🤖 AI Summary
Generative models as priors in imaging inverse problems suffer from architectural constraints, mode collapse, and data bias, limiting their ability to represent out-of-distribution or rare-structure images. This paper systematically proposes invertible neural networks (INNs) as natural signal priors with zero representation error, solving empirical risk minimization via maximum-likelihood regularization or optimization-based initialization. The framework achieves robust reconstruction across denoising, compressive sensing (CS), and inpainting tasks. We theoretically establish that, under linear invertibility, the expected reconstruction error is bounded. Experiments demonstrate: (i) superior CS accuracy over sparse priors across the full sampling-ratio spectrum; (ii) significantly improved reconstruction of out-of-distribution and rare-structure images compared to GAN-based methods; and (iii) the first empirical validation that INNs—as learning-free priors—consistently outperform conventional approaches in undersampled reconstruction.
📝 Abstract
Trained generative models have shown remarkable performance as priors for inverse problems in imaging -- for example, Generative Adversarial Network priors permit recovery of test images from 5-10x fewer measurements than sparsity priors. Unfortunately, these models may be unable to represent any particular image because of architectural choices, mode collapse, and bias in the training dataset.
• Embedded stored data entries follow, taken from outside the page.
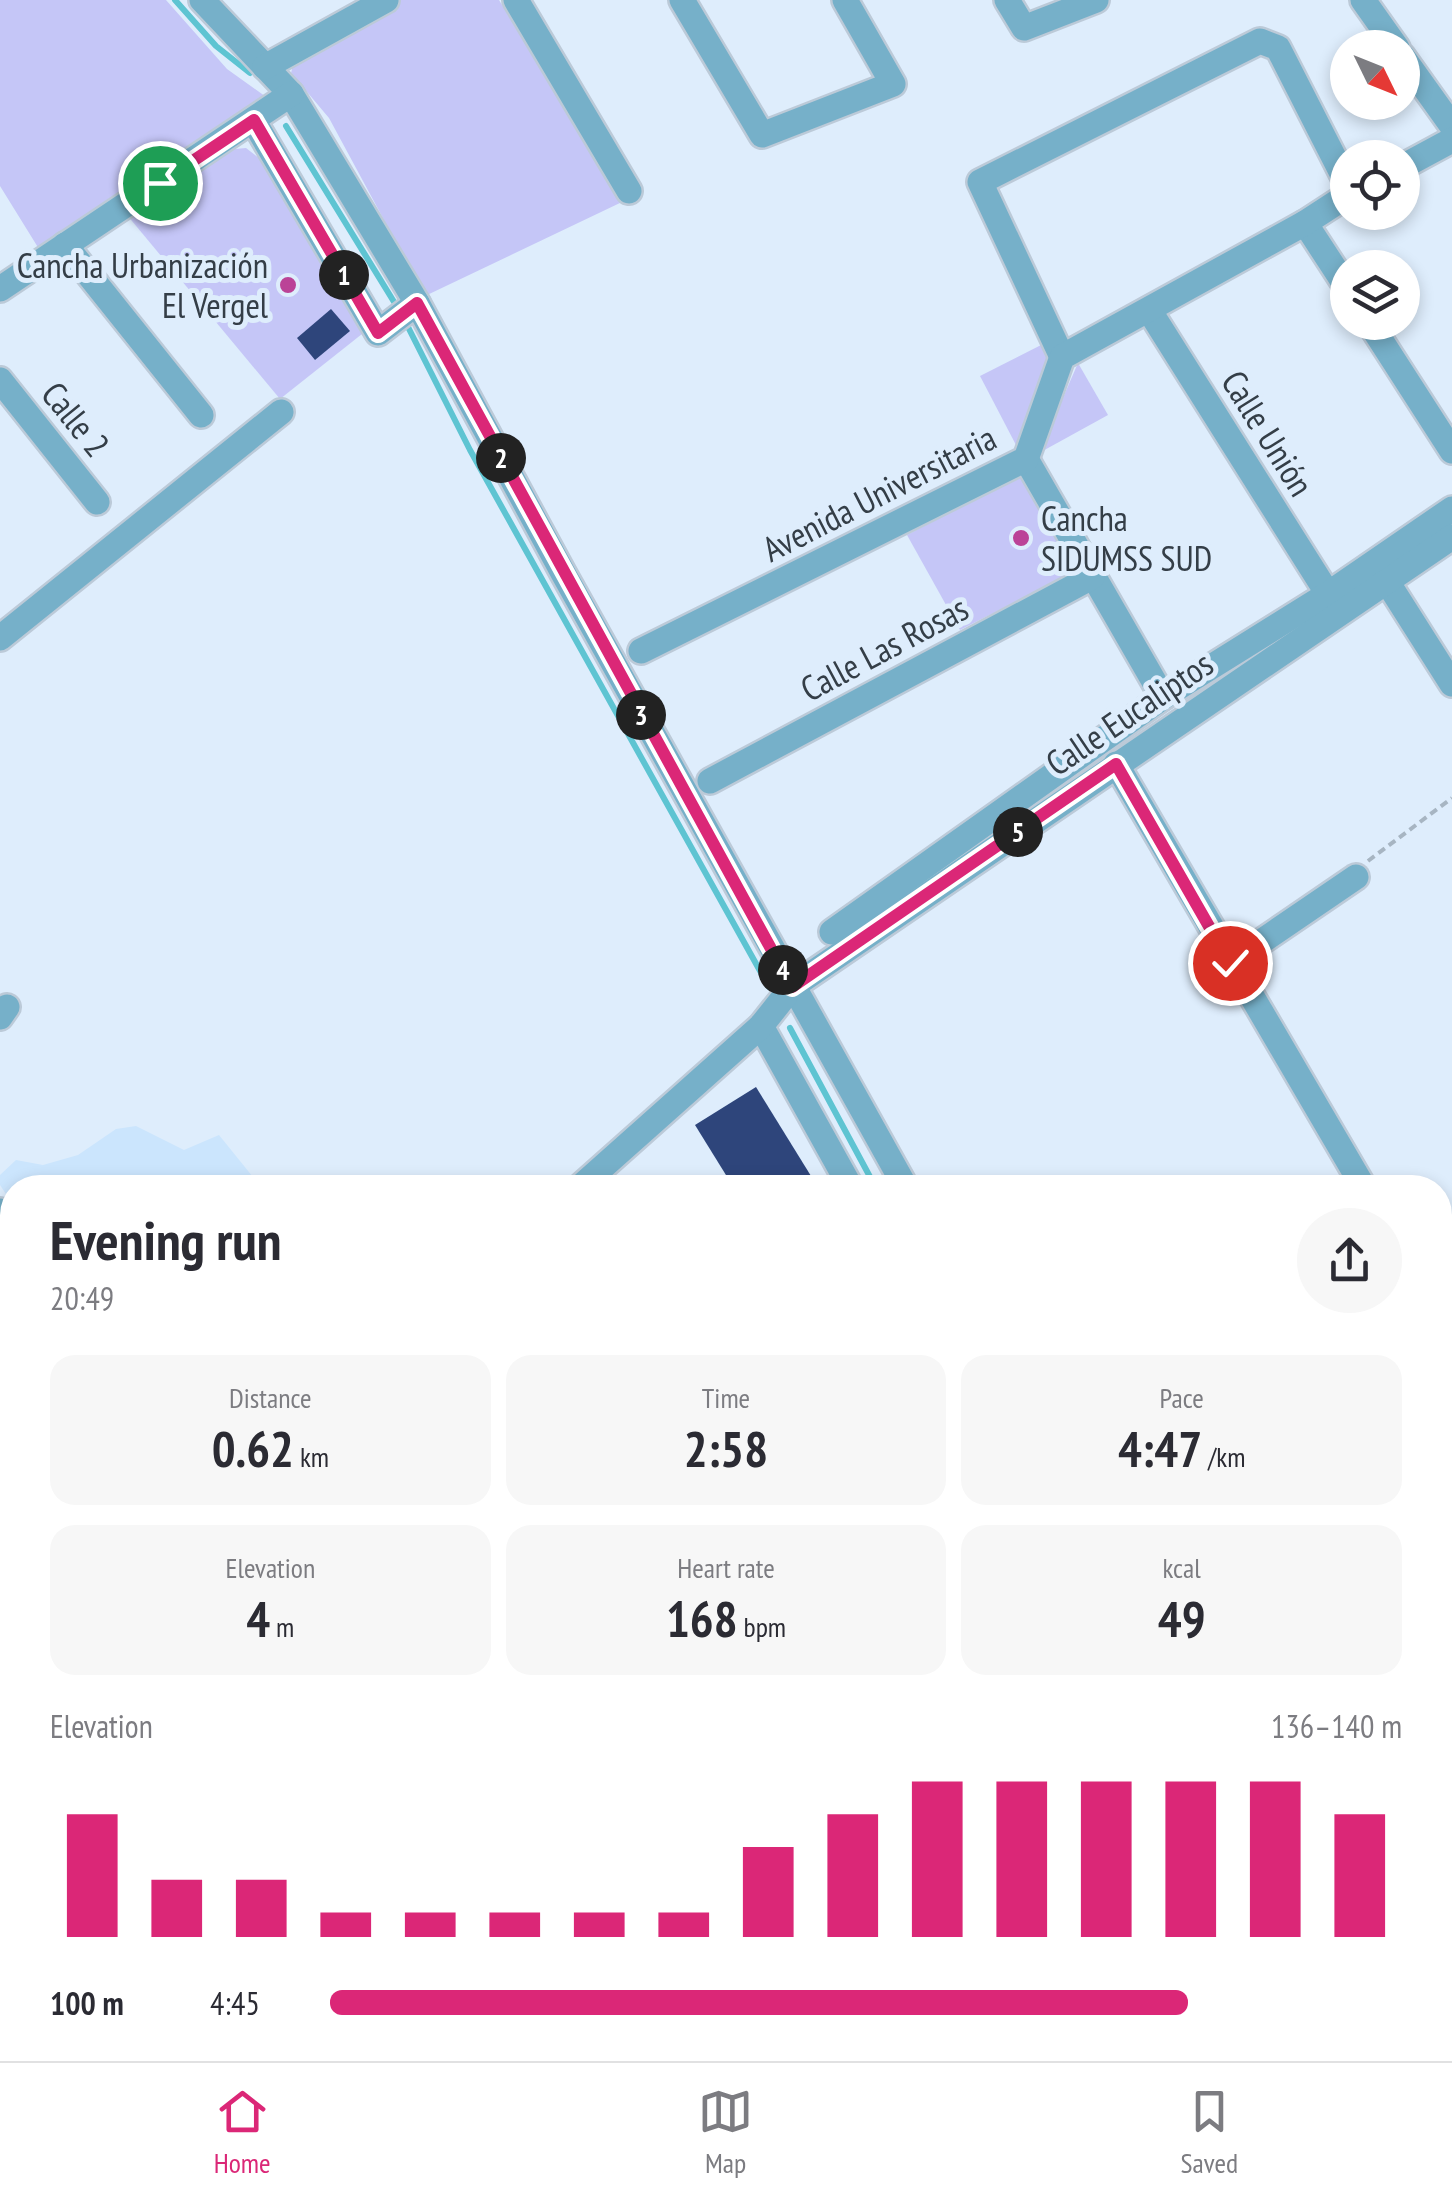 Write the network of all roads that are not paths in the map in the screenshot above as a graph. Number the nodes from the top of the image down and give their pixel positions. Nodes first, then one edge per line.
1 (202, 0) edge
2 (386, 0) edge
3 (516, 0) edge
4 (682, 0) edge
5 (845, 0) edge
6 (1008, 0) edge
7 (1096, 0) edge
8 (1363, 0) edge
9 (1384, 30) edge
10 (265, 67) junction
11 (1420, 81) edge
12 (291, 94) junction
13 (254, 120) junction
14 (1452, 126) edge
15 (1452, 140) edge
16 (1330, 150) edge
17 (1420, 157) edge
18 (630, 191) dead end
19 (1330, 206) edge
20 (1304, 223) junction
21 (65, 246) junction
22 (1330, 262) edge
23 (0, 289) edge
24 (414, 306) junction
25 (1149, 310) junction
26 (1381, 340) edge
27 (1062, 357) junction
28 (0, 380) edge
29 (281, 412) dead end
30 (201, 416) dead end
31 (1452, 451) edge
32 (1026, 459) junction
33 (97, 502) dead end
34 (1452, 508) edge
35 (1452, 536) edge
36 (1092, 577) junction
37 (1386, 580) junction
38 (1328, 594) junction
39 (0, 638) edge
40 (642, 651) dead end
41 (1452, 684) edge
42 (1162, 697) junction
43 (1116, 764) junction
44 (710, 780) dead end
45 (1356, 876) road end
46 (832, 932) dead end
47 (1230, 963) junction
48 (792, 987) junction
49 (760, 1026) junction
50 (594, 1175) edge
51 (844, 1175) edge
52 (899, 1175) edge
53 (1356, 1175) edge

1 - 10 street
2 - 10 street
3 - 18 street
4 - 5 street
6 - 7 street
8 - 9 street
10 - 12 street
11 - 14 street
12 - 13 street
12 - 24 street
13 - 21 street
13 - 24 street
15 - 17 street
16 - 27 street
19 - 20 street
20 - 22 street
20 - 25 street
21 - 23 street
21 - 30 street
24 - 48 street
25 - 27 street
25 - 38 street, Calle Unión
26 - 31 street
27 - 32 street, Avenida Universitaria
28 - 33 street, Calle 2
29 - 39 street
32 - 36 street
32 - 40 street, Avenida Universitaria
34 - 38 street, Calle Eucaliptos
35 - 37 street, Calle Eucaliptos
36 - 42 street
36 - 44 street, Calle Las Rosas
37 - 41 street
37 - 43 street, Calle Eucaliptos
38 - 42 street, Calle Eucaliptos
42 - 46 street, Calle Eucaliptos
43 - 47 street
43 - 48 street, Calle Eucaliptos
45 - 47 street
47 - 53 street
48 - 49 street, Calle Eucaliptos
48 - 52 street
49 - 50 street, Calle Eucaliptos
49 - 51 street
In this paper, we demonstrate that invertible neural networks, which have zero representation error by design, can be effective natural signal priors at inverse problems such as denoising, compressive sensing, and inpainting. Given a trained generative model, we study the empirical risk formulation of the desired inverse problem under a regularization that promotes high likelihood images, either directly by penalization or algorithmically by initialization. For compressive sensing, invertible priors can yield higher accuracy than sparsity priors across almost all undersampling ratios, and due to their lack of representation error, invertible priors can yield better reconstructions than GAN priors for images that have rare features of variation within the biased training set, including out-of-distribution natural images. We additionally compare performance for compressive sensing to unlearned methods, such as the deep decoder, and we establish theoretical bounds on expected recovery error in the case of a linear invertible model.